The US Dollar has begun to depreciate again following the news, after several weeks of appreciation. We see dollar depreciation as highly supportive of gold prices.
Gold and US Dollar
Source: WisdomTree, Bloomberg. January 1971 to January 2026. Daily data. Historical performance is not an indication of future performance and any investments may go down in value.
Futures positioning normalises and Gold ETP holdings approach key milestones
The Commodity Futures Trading Commission has now caught up on data releases following delays caused by last year’s government shutdown. During the shutdown period (1 October to 12 November 2025), net speculative positioning in gold was below average. Positioning has since recovered to above-average levels.
Net speculative positioning in Gold futures
Source: WisdomTree, Bloomberg. January 2009 – January 2026. Historical performance is not an indication of future performance and any investments may go down in value.
Flows into gold exchange-traded products (ETPs) have been positive over the past year, despite a brief period of outflows in October when investors took profits following a sharp rally. According to Bloomberg data, total gold holdings in ETPs remain just below the 100-million-ounce mark but appear on track to surpass that level soon, for the first time since 2022.
Gold held in Exchange Traded Products
Source: WisdomTree, Bloomberg. January 2020 – January 2026. Historical performance is not an indication of future performance and any investments may go down in value.
Central banks remain structural buyers
Based on IMF International Financial Statistics (which are likely underreported by at least two-thirds), central bank net gold purchases amounted to 45 tonnes in November 2025, bringing year-to-date purchases to 297 tonnes. Adjusting for underreporting, central banks appear on track to have purchased more than 1,000 tonnes of gold in 2025, the fourth consecutive year above that level and more than double the annual average seen in the decade prior to 2022.

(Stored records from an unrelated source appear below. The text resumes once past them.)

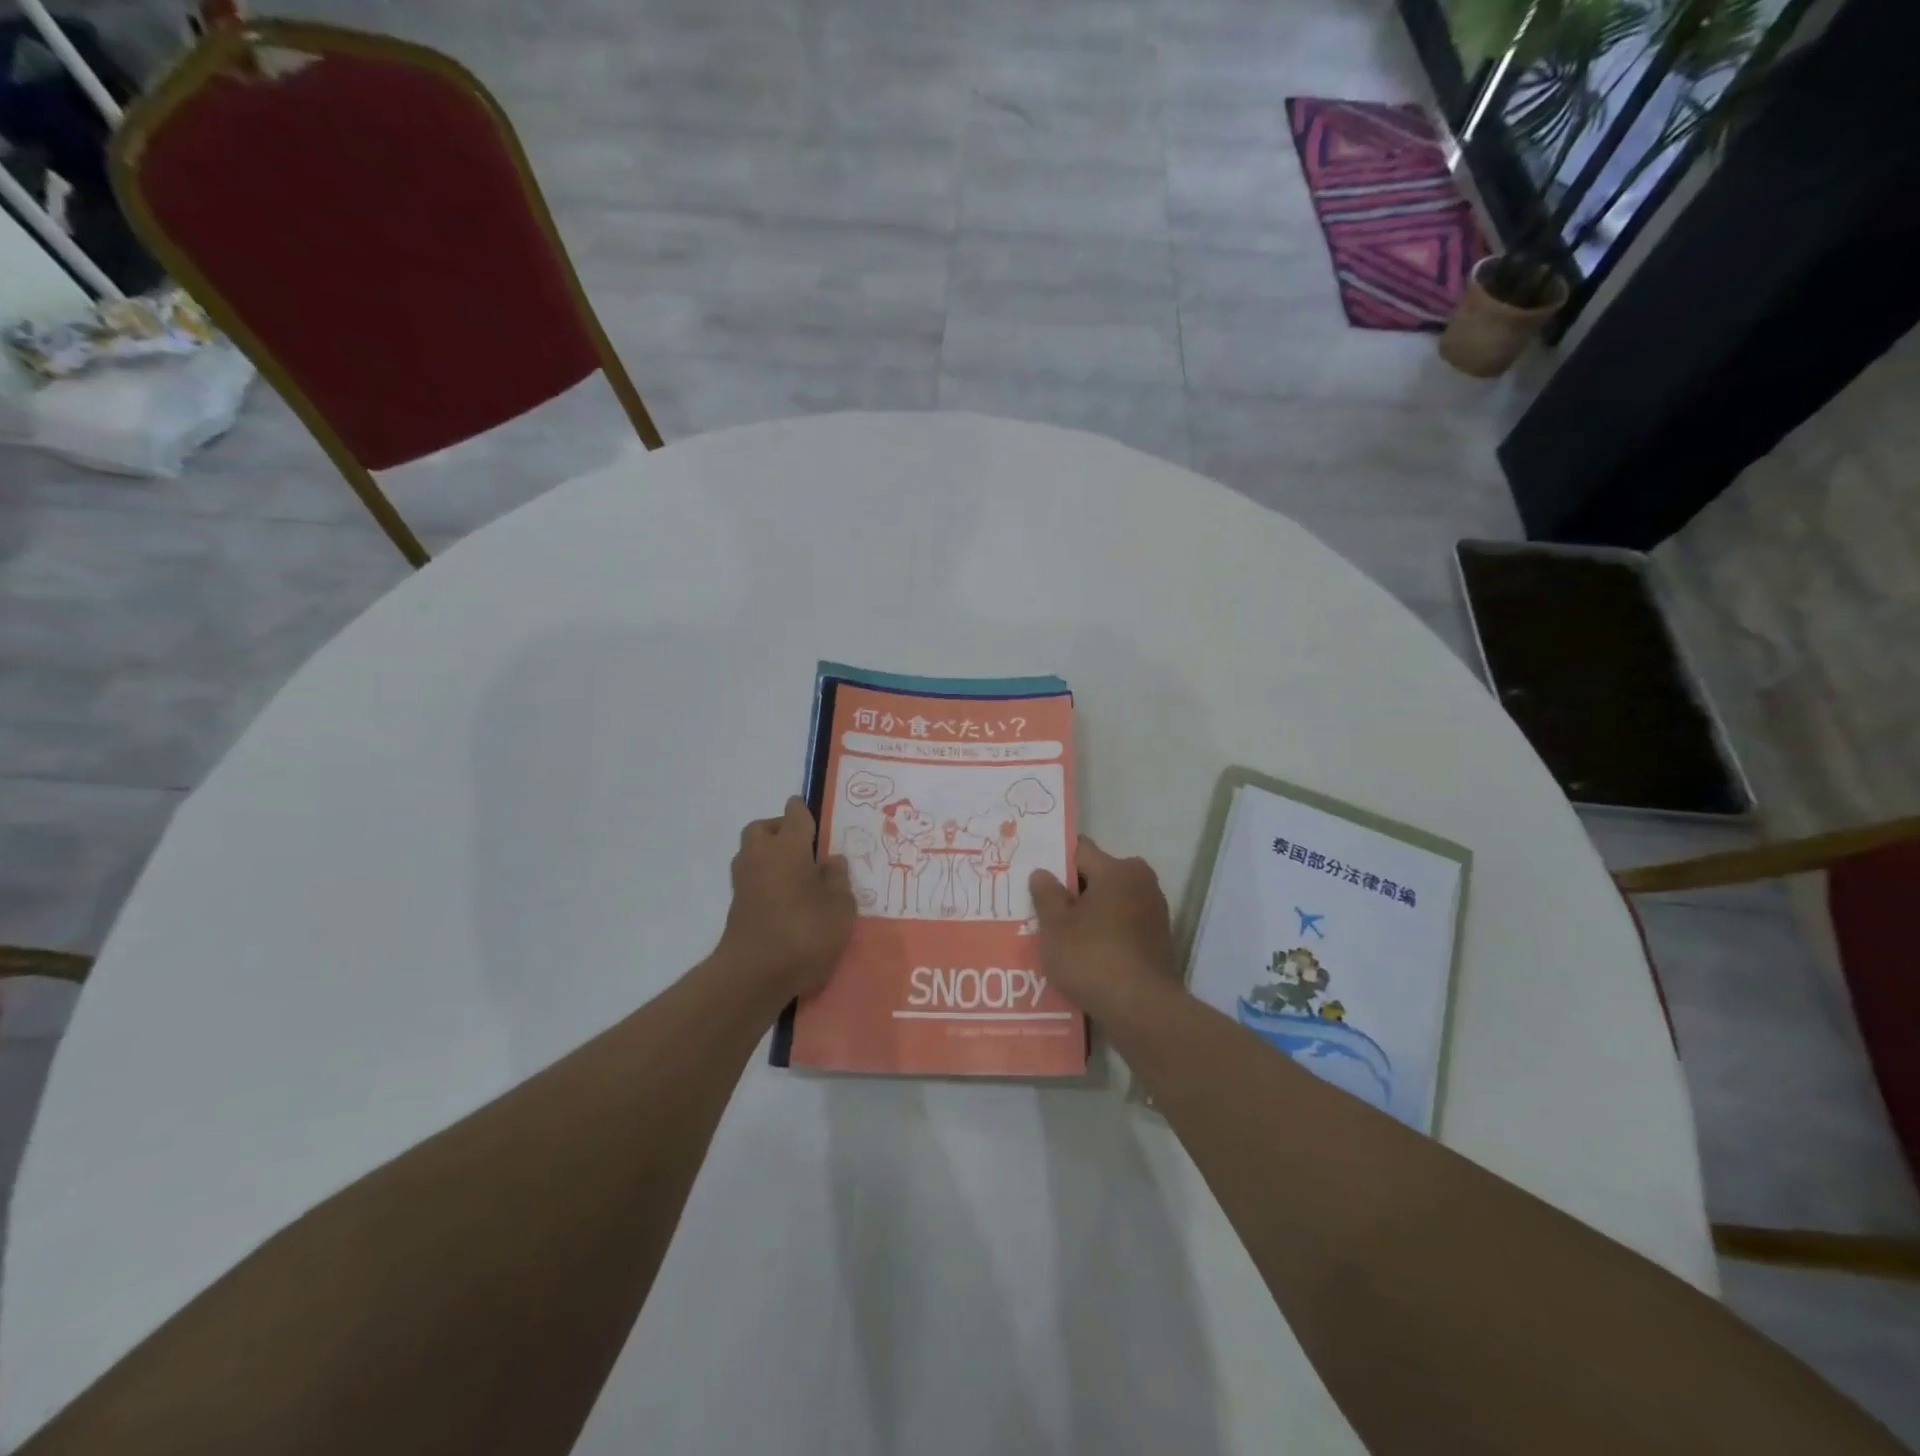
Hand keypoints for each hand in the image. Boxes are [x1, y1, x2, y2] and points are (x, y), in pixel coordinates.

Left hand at [719, 797, 855, 1003]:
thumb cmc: (804, 930)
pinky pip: (754, 883)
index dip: (804, 812)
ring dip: (771, 859)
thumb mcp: (840, 906)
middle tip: (806, 849)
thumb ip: (838, 879)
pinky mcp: (737, 909)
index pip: (795, 813)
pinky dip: (767, 885)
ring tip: (799, 878)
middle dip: (780, 831)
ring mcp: (744, 883)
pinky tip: (789, 903)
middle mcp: (760, 856)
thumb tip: (831, 860)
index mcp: (788, 845)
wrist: (754, 975)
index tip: (815, 818)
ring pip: (754, 855)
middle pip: (763, 829)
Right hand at [1028, 836, 1177, 1019]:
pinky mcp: (1157, 941)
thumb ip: (1046, 894)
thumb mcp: (1056, 926)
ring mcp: (1154, 913)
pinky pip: (1121, 927)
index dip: (1054, 860)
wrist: (1142, 1010)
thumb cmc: (1093, 957)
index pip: (1079, 851)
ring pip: (1109, 904)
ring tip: (1057, 934)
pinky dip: (1103, 934)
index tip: (1033, 874)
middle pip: (1096, 877)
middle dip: (1070, 891)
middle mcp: (1142, 882)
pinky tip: (1081, 954)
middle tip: (1040, 908)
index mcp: (1119, 870)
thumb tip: (1042, 872)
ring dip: (1086, 915)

The largest buyers in 2025 were Poland, Kazakhstan, Brazil and Turkey. Poland, the largest buyer, revised its reserve policy to allow more than 20% of foreign exchange (FX) reserves to be held in gold (estimated at around 28% by the end of November). Kazakhstan, the second-largest buyer, now holds over 70% of its FX reserves in gold. On the selling side, activity has been limited. Singapore, which made no significant purchases prior to 2021, accumulated more than 100 tonnes over three years before trimming 25 tonnes over the past two years.

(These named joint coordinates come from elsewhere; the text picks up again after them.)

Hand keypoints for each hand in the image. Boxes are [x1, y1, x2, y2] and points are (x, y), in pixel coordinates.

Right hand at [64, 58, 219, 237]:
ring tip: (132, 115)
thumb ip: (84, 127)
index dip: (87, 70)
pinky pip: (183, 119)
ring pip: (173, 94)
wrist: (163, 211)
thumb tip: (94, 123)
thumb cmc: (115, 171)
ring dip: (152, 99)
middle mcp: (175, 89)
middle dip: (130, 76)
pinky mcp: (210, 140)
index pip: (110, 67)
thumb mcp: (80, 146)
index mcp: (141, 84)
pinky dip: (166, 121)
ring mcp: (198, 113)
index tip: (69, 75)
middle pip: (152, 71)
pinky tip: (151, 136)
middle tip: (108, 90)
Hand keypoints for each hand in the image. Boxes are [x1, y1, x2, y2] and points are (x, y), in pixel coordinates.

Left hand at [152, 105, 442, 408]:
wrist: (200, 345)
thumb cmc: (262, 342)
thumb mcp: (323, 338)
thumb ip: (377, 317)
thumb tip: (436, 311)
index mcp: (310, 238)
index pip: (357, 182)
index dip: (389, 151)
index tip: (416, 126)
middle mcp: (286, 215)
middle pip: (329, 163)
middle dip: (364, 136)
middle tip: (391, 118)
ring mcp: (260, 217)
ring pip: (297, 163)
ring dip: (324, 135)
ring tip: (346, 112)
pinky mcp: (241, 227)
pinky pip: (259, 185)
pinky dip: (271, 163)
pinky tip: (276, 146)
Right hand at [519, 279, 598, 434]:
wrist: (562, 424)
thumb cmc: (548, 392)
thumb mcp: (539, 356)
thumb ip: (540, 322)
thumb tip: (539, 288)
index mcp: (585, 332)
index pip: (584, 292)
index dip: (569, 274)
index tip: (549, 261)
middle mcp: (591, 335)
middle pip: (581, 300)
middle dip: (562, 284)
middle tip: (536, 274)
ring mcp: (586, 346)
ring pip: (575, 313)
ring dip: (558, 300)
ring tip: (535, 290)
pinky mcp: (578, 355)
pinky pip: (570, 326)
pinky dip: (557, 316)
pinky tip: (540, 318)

January – November 2025: Top Central Bank buyers and sellers
Source: WisdomTree, International Monetary Fund, World Gold Council, January – November 2025. SOFAZ = State Oil Fund of the Republic of Azerbaijan. Note IMF data is considerably underreported relative to estimates from Metals Focus. Historical performance is not an indication of future performance and any investments may go down in value.
New sources of demand
As of December 2025, Indian pension funds are permitted to allocate up to 1% of assets to approved gold and silver exchange-traded funds. With National Pension System assets exceeding US$177 billion, this implies potential allocations of up to US $1.7 billion. Even partial uptake would represent a meaningful new source of demand in an already tight gold market.
Indian pension funds add to a growing cohort of new institutional gold buyers. Chinese insurance companies became eligible investors in 2025, with potential demand estimated at 244 tonnes. In addition, Tether has accumulated more than 115 tonnes of gold.
Conclusion
Taken together, ongoing geopolitical uncertainty, institutional demand and a weakening US dollar continue to reinforce gold’s strategic role as a portfolio diversifier in an increasingly unstable macroeconomic environment.